*Action item:*
Nothing in the entries may be altered; copy them in full.

Dataset entries
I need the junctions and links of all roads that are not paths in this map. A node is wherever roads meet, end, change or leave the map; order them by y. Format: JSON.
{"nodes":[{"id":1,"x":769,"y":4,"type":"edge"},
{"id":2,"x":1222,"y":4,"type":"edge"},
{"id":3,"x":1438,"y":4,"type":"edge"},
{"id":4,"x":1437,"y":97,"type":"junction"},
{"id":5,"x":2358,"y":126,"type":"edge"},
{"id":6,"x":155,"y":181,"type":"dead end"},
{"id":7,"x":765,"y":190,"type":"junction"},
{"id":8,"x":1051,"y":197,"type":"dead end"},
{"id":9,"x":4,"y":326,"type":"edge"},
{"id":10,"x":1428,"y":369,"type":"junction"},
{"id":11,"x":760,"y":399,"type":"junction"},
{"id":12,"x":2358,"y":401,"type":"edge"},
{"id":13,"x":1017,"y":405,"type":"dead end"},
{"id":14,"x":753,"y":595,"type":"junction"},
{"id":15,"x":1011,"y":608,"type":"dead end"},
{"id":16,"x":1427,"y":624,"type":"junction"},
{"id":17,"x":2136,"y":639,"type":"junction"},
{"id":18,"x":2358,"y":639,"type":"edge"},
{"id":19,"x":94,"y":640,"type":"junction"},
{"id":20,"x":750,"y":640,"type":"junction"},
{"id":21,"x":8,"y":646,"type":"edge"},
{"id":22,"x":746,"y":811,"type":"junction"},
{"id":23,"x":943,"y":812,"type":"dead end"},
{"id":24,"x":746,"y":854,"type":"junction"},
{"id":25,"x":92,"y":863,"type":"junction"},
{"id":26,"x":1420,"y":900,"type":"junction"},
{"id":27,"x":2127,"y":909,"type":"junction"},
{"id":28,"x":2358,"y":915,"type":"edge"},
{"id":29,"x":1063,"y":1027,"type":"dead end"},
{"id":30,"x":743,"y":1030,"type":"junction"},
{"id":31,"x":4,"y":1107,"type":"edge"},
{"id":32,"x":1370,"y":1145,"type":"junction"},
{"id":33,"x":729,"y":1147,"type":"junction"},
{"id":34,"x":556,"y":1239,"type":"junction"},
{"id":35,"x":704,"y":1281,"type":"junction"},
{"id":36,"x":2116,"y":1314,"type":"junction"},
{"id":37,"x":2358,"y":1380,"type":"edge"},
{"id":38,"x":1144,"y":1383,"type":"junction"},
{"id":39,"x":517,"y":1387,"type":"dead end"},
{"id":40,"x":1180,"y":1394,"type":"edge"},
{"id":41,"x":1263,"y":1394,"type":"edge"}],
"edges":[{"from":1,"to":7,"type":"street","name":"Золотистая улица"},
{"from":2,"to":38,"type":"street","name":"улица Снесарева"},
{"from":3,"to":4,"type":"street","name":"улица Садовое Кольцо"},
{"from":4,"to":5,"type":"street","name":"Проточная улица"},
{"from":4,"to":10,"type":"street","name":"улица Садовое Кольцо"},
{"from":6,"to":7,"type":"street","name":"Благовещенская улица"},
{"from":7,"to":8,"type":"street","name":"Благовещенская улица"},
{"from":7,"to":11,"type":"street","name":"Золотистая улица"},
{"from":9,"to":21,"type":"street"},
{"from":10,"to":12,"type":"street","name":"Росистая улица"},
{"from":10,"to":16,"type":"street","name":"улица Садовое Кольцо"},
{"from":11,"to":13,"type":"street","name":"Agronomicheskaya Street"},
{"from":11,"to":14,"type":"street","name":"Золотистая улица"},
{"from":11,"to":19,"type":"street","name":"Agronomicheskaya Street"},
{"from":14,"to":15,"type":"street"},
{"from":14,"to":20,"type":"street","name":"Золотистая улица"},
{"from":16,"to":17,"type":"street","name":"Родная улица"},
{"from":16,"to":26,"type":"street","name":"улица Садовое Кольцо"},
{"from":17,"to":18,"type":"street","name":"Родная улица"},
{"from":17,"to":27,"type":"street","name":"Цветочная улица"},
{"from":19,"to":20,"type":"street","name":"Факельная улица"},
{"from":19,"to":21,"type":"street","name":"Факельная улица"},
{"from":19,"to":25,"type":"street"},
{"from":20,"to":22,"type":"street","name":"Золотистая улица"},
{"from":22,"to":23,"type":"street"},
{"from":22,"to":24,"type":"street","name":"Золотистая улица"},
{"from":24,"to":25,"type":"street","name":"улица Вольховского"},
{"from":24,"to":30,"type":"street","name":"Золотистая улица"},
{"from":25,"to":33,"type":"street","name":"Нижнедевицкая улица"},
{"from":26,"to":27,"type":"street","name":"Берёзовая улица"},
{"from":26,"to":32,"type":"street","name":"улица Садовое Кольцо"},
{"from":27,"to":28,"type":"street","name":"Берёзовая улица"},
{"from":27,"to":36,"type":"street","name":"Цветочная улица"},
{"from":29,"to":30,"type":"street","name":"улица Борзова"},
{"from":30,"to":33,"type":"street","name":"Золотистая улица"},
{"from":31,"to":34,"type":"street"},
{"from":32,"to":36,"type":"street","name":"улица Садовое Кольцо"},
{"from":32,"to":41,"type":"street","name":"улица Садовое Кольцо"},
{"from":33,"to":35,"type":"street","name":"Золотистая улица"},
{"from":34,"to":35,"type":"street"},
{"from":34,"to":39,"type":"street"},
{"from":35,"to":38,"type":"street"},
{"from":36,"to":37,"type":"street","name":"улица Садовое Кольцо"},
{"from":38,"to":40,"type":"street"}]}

*Output below:*
I need the junctions and links of all roads that are not paths in this map. A node is wherever roads meet, end, change or leave the map; order them by y. Format: JSON.
{"nodes":[{"id":1,"x":769,"y":4,"type":"edge"},
{"id":2,"x":1222,"y":4,"type":"edge"},
{"id":3,"x":1438,"y":4,"type":"edge"},
{"id":4,"x":1437,"y":97,"type":"junction"},
{"id":5,"x":2358,"y":126,"type":"edge"},
{"id":6,"x":155,"y":181,"type":"dead end"},
{"id":7,"x":765,"y":190,"type":"junction"},
{"id":8,"x":1051,"y":197,"type":"dead end"},
{"id":9,"x":4,"y":326,"type":"edge"},
{"id":10,"x":1428,"y":369,"type":"junction"},
{"id":11,"x":760,"y":399,"type":"junction"},
{"id":12,"x":2358,"y":401,"type":"edge"},
{"id":13,"x":1017,"y":405,"type":"dead end"},
{"id":14,"x":753,"y":595,"type":"junction"},
{"id":15,"x":1011,"y":608,"type":"dead end"},
{"id":16,"x":1427,"y":624,"type":"junction"},
{"id":17,"x":2136,"y":639,"type":"junction"},
{"id":18,"x":2358,"y":639,"type":"edge"},
{"id":19,"x":94,"y":640,"type":"junction"},
{"id":20,"x":750,"y":640,"type":"junction"},
{"id":21,"x":8,"y":646,"type":"edge"},
{"id":22,"x":746,"y":811,"type":"junction"},
{"id":23,"x":943,"y":812,"type":"dead end"},
{"id":24,"x":746,"y":854,"type":"junction"},
{"id":25,"x":92,"y":863,"type":"junction"},
{"id":26,"x":1420,"y":900,"type":"junction"},
{"id":27,"x":2127,"y":909,"type":"junction"},
{"id":28,"x":2358,"y":915,"type":"edge"},
{"id":29,"x":1063,"y":1027,"type":"dead end"},
{"id":30,"x":743,"y":1030,"type":"junction"},
{"id":31,"x":4,"y":1107,"type":"edge"},
{"id":32,"x":1370,"y":1145,"type":"junction"},
{"id":33,"x":729,"y":1147,"type":"junction"},
{"id":34,"x":556,"y":1239,"type":"junction"},
{"id":35,"x":704,"y":1281,"type":"junction"},
{"id":36,"x":2116,"y":1314,"type":"junction"},
{"id":37,"x":2358,"y":1380,"type":"edge"},
{"id":38,"x":1144,"y":1383,"type":"junction"},
{"id":39,"x":517,"y":1387,"type":"dead end"},
{"id":40,"x":1180,"y":1394,"type":"edge"},
{"id":41,"x":1263,"y":1394,"type":"edge"}],
"edges":[{"from":1,"to":7,"type":"street","name":"Золотистая улица"},
{"from":2,"to":38,"type":"street","name":"улица Снесарева"},
{"from":3,"to":4,"type":"street","name":"улица Садовое Кольцо"},
{"from":4,"to":5,"type":"street","name":"Проточная улица"},
{"from":4,"to":10,"type":"street","name":"улица Садовое Кольцо"},
{"from":6,"to":7,"type":"street","name":"Благовещенская улица"},
{"from":7,"to":8,"type":"street","name":"Благовещенская улица"},
{"from":7,"to":11,"type":"street","name":"Золотистая улица"},
{"from":9,"to":21,"type":"street"},
{"from":10,"to":12,"type":"street","name":"Росистая улица"},
{"from":10,"to":16,"type":"street","name":"улица Садовое Кольцо"},
{"from":11,"to":13,"type":"street","name":"Agronomicheskaya Street"},
{"from":11,"to":14,"type":"street","name":"Золотистая улица"},
{"from":11,"to":19,"type":"street","name":"Agronomicheskaya Street"},
{"from":14,"to":15,"type":"street"},
{"from":14,"to":20,"type":"street","name":"Золотистая улица"},
{"from":16,"to":17,"type":"street","name":"Родная улица"},
{"from":16,"to":26,"type":"street","name":"улица Садовое Кольцо"},
{"from":17,"to":18,"type":"street","name":"Родная улица"},
{"from":17,"to":27,"type":"street","name":"Цветочная улица"},
{"from":19,"to":20,"type":"street","name":"Факельная улица"},
{"from":19,"to":21,"type":"street","name":"Факельная улица"},
{"from":19,"to":25,"type":"street"},
{"from":20,"to":22,"type":"street","name":"Золотистая улица"},
{"from":22,"to":23,"type":"street"},
{"from":22,"to":24,"type":"street","name":"Золотистая улица"},
{"from":24,"to":25,"type":"street","name":"улица Вольховского"},
{"from":24,"to":30,"type":"street","name":"Золотистая улица"},
{"from":25,"to":33,"type":"street","name":"Нижнедевицкая улица"},
{"from":26,"to":27,"type":"street","name":"Берёзовая улица"},
{"from":26,"to":32,"type":"street","name":"улица Садовое Кольцо"},
{"from":27,"to":28,"type":"street","name":"Берёзовая улица"},
{"from":27,"to":36,"type":"street","name":"Цветочная улица"},
{"from":29,"to":30,"type":"street","name":"улица Борзова"},
{"from":30,"to":33,"type":"street","name":"Золотистая улица"},
{"from":31,"to":34,"type":"street"},
{"from":32,"to":36,"type":"street","name":"улица Садовое Кольцо"},
{"from":32,"to":41,"type":"street","name":"улица Садовое Кольцо"},
{"from":33,"to":35,"type":"street","name":"Золотистая улица"},
{"from":34,"to":35,"type":"street"},
{"from":34,"to":39,"type":"street"},
{"from":35,"to":38,"type":"street"},
{"from":36,"to":37,"type":"street","name":"улица Садовое Кольцо"},
{"from":38,"to":40,"type":"street"}]}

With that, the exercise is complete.